Corri até a casa da Marlene. Bati no portão com força.

— Foi a senhora? Fala! — gritei, lágrimas escorrendo.

Ela apareceu na janela:

— Prove! Não tenho nada a ver com isso!

O bairro inteiro ouviu nossa discussão. No dia seguinte, ninguém me olhava nos olhos.

Sérgio tentou me consolar:

— Vamos recomeçar… Planta de novo…

Mas eu não tinha mais forças.

Passei dias sem sair de casa. Minha mãe ligava todo domingo:

— Filha, não deixa isso te derrubar… Planta é vida! Não desiste!

Mas eu só chorava.

Até que recebi uma mensagem inesperada no grupo do bairro:

“Lúcia, vi quem mexeu nas suas plantas ontem à noite. Se quiser conversar, estou à disposição.” Era dona Sônia.

Fui até a casa dela tremendo. Ela me contou tudo:

— Vi o neto da Marlene pulando o muro com uma tesoura na mão…

Meu sangue gelou.

— Ela mandou ele fazer isso?

— Não sei… Mas ele vive dizendo que odeia cheiro de flor…

Pensei em chamar a polícia. Pensei em processar Marlene por danos morais. Mas Sérgio me segurou:

— Vai valer a pena? Vai trazer suas rosas de volta?
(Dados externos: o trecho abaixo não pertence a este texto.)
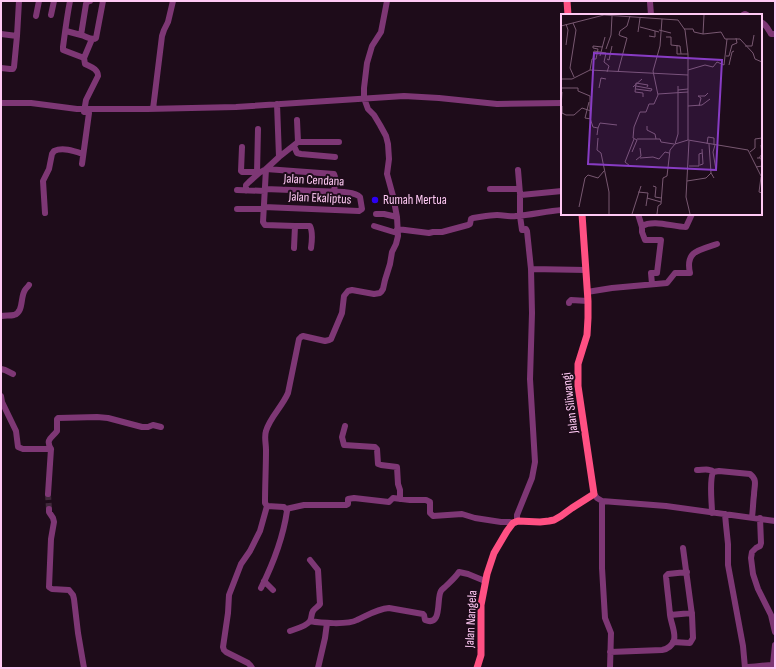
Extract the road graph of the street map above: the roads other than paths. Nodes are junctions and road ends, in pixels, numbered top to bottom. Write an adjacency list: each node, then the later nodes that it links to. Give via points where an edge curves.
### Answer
1 (19, 1): 20 (street)
2 (39, 1): 14 (street)
3 (54, 1): 13 (street)
4 (70, 1): 16 (street)
5 (90, 1): 9 (street); 19 (street, via 87,2)
6 (173, 1): 29 (street, via 162,36)
7 (387, 1): 24 (street, via 381,32 372,46 367,62)
8 (567, 1): 11 (main road)
9 (103, 2): 21 (street, via 96,39)
10 (650, 2): 12 (street)
11 (568, 14)
12 (651, 14)
13 (51, 15)
14 (36, 16)
15 (762, 22): 18 (street, via 771,34)
16 (66, 31): 19 (street); 22 (street, via 63,50)
17 (1, 34): 20 (street)
18 (775, 34)
19 (81, 35): 21 (street)
20 (17, 36): 23 (street, via 13,69)
21 (92, 39): 22 (street)
22 (84, 58): 31 (street, via 85,64 95,69 98,74 86,100)
23 (1, 68)
24 (364, 100): 26 (street, via 398,96 497,104); 28 (street); 61 (street, via 386,136 389,151 387,174)
25 (1, 103): 31 (street, via 31,103)
26 (561, 104)
27 (1, 106): 31 (street, via 68,112)
28 (278, 106): 30 (street); 38 (street)
29 (153, 109): 30 (street); 31 (street)
30 (182, 109): 31 (street)
31 (86, 111): 37 (street)
32 (296, 120): 35 (street)
33 (258, 128): 43 (street)
34 (339, 142): 35 (street)
35 (296, 144): 38 (street); 39 (street, via 297,152 301,154)
36 (242, 147): 43 (street, via 241,171)
37 (83, 154): 40 (street); 55 (street, via 59,149 52,154 43,181)
38 (279, 157): 41 (street)
39 (335, 157)
40 (82, 164)
41 (266, 169): 43 (street); 46 (street); 48 (street, via 334,174)
42 (518, 170): 50 (street)
43 (258, 173): 45 (street, via 246,185)
44 (237, 190): 45 (street, Jalan Cendana)
45 (246, 190): 46 (street, Jalan Cendana)
46 (265, 190): 48 (street, Jalan Cendana); 52 (street)
47 (490, 190): 50 (street)
48 (334, 191): 51 (street, Jalan Cendana)
49 (561, 191): 50 (street)
50 (520, 192): 60 (street)
51 (360, 196): 52 (street, Jalan Ekaliptus, via 362,210 359,211)
52 (264, 208): 53 (street); 62 (street, via 265,225)
53 (237, 209)
54 (561, 210): 60 (street)
55 (45, 213)
56 (376, 214): 61 (street)
57 (582, 215): 70 (main road, Jalan Siliwangi)
58 (638, 215): 64 (street)
59 (692, 215): 64 (street, via 686,227 660,223 646,224)
60 (520, 216): 65 (street, via 488,215 473,218 468,225 442,232); 69 (street, via 522,230 527,231)
61 (397, 217): 65 (street)
62 (294, 226): 67 (street); 68 (street, via 312,227)
63 (374, 226): 65 (street)
64 (642, 227): 71 (street, via 645,240 661,240 657,273 651,273)
65 (397, 231): 91 (street, via 396,244 383,290 374,294 348,291 344,296 342,313 331,339 325,341 303,336 299,339 288,393 265,435)
66 (717, 244): 71 (street, via 691,256 688,263 690,274 675,273 667,283)
67 (294, 248)
68 (312, 248)
69 (530, 269): 70 (street); 99 (street, via 530,379 535,462 532,478)
70 (586, 270): 73 (main road, Jalan Siliwangi)
71 (652, 284): 73 (street)
72 (29, 285): 76 (street, via 23,292 18,313)
73 (588, 292): 74 (main road, Jalan Siliwangi)
74 (588, 301): 75 (street, via 571,300); 88 (main road, Jalan Siliwangi, via 588,329 577,369)
75 (569, 303)
76 (1, 316)
77 (1, 369): 78 (street)
78 (13, 374)
79 (1, 398): 82 (street, via 16,431 18,447)
80 (345, 426): 85 (street, via 342,437 344,445 376,448 378,464 397,467)
81 (161, 427): 82 (street, via 142,427 97,417 58,418 57,431 48,442)
82 (51, 449): 87 (street)
83 (697, 470): 84 (street)
84 (714, 472): 94 (street, via 711,484); 96 (street, via 737,472 753,476 755,488)
85 (398, 484): 86 (street); 89 (street)
86 (405, 484)
87 (48, 494)
88 (594, 494): 90 (street); 99 (main road, via 554,520)
89 (400, 499): 92 (street, via 393,498 389,502 354,498 348,499 346,505 304,505); 99 (street, via 428,500 430,515 433,516 462,514 470,518)
90 (602, 501): 94 (street); 115 (street, via 602,568 605,618 611,633)
91 (267, 506): 92 (street); 119 (street, via 260,531 241,564 230,595 223,647 226,652 248,663)
92 (286, 508): 103 (street, via 282,535)
93 (49, 509): 118 (street, via 54,522 49,587 69,590 73,595)
94 (712, 512): 95 (street)
95 (725, 514): 96 (street); 117 (street, via 728,565)
96 (752, 517): 97 (street)
97 (760, 518): 98 (street); 112 (street, via 761,543 752,552 751,558 756,583 771,615)
98 (775, 521)
99 (515, 522): 104 (main road, Jalan Nangela, via 494,553)
100 (683, 548): 102 (street)
101 (310, 560): 109 (street, via 318,570 320,604 313,611)
102 (687, 572): 107 (street); 108 (street, via 666,576)
103 (264, 581): 105 (street); 106 (street)
104 (485, 581): 110 (street, via 459,572 441,591 437,614 429,621 425,620 423,614 389,608 353,622); 121 (main road, Jalan Nangela, via 481,605 481,655)
105 (261, 588)
106 (273, 590)
107 (692, 613): 108 (street); 113 (street, via 692,641 687,644)
108 (670, 616): 113 (street)
109 (310, 621): 110 (street); 111 (street)
110 (327, 623): 120 (street)
111 (290, 631)
112 (775, 632)
113 (673, 642): 115 (street, via 666,650)
114 (775, 645): 116 (street)
115 (610, 652): 122 (street)
116 (773, 666): 117 (street)
117 (745, 667)
118 (84, 668)
119 (252, 668)
120 (318, 668)
121 (477, 668)
122 (610, 668)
Naquela noite não dormi. Fiquei olhando as fotos antigas do jardim da minha mãe. Lembrei do cheiro das manhãs em Itapetininga, do sorriso dela quando via as primeiras flores desabrochando.

No dia seguinte, fui até a casa da Marlene. Toquei a campainha com as mãos trêmulas.

Ela abriu a porta desconfiada:

— O que você quer?

Respirei fundo:

— Quero conversar como vizinhas. Quero entender seu lado… Mas também quero que entenda o meu.

Ela hesitou. Me convidou pra entrar.

Sentamos na cozinha dela. O neto estava lá, cabisbaixo.

— Eu só queria que minha avó parasse de reclamar… — murmurou ele.

Marlene chorou. Disse que sentia medo de morrer sufocada por causa da alergia — mas admitiu que talvez tivesse exagerado.

Conversamos por horas. Falei das minhas lembranças, do significado das rosas pra mim. Ela falou dos medos dela, da solidão desde que ficou viúva.

No fim, fizemos um acordo: eu mudaria as rosas para o fundo do terreno, longe da janela dela; ela pararia com as ameaças e pediria desculpas no grupo do bairro.

Não foi fácil recomeçar. As marcas ficaram — nas plantas e em mim.

Hoje olho para meu jardim e penso: quantas guerras nascem do medo? Quantas flores deixamos morrer por orgulho?

Será que vale mesmo a pena destruir beleza para evitar conflito? Ou será que podemos aprender a conviver com as diferenças sem arrancar as raízes uns dos outros?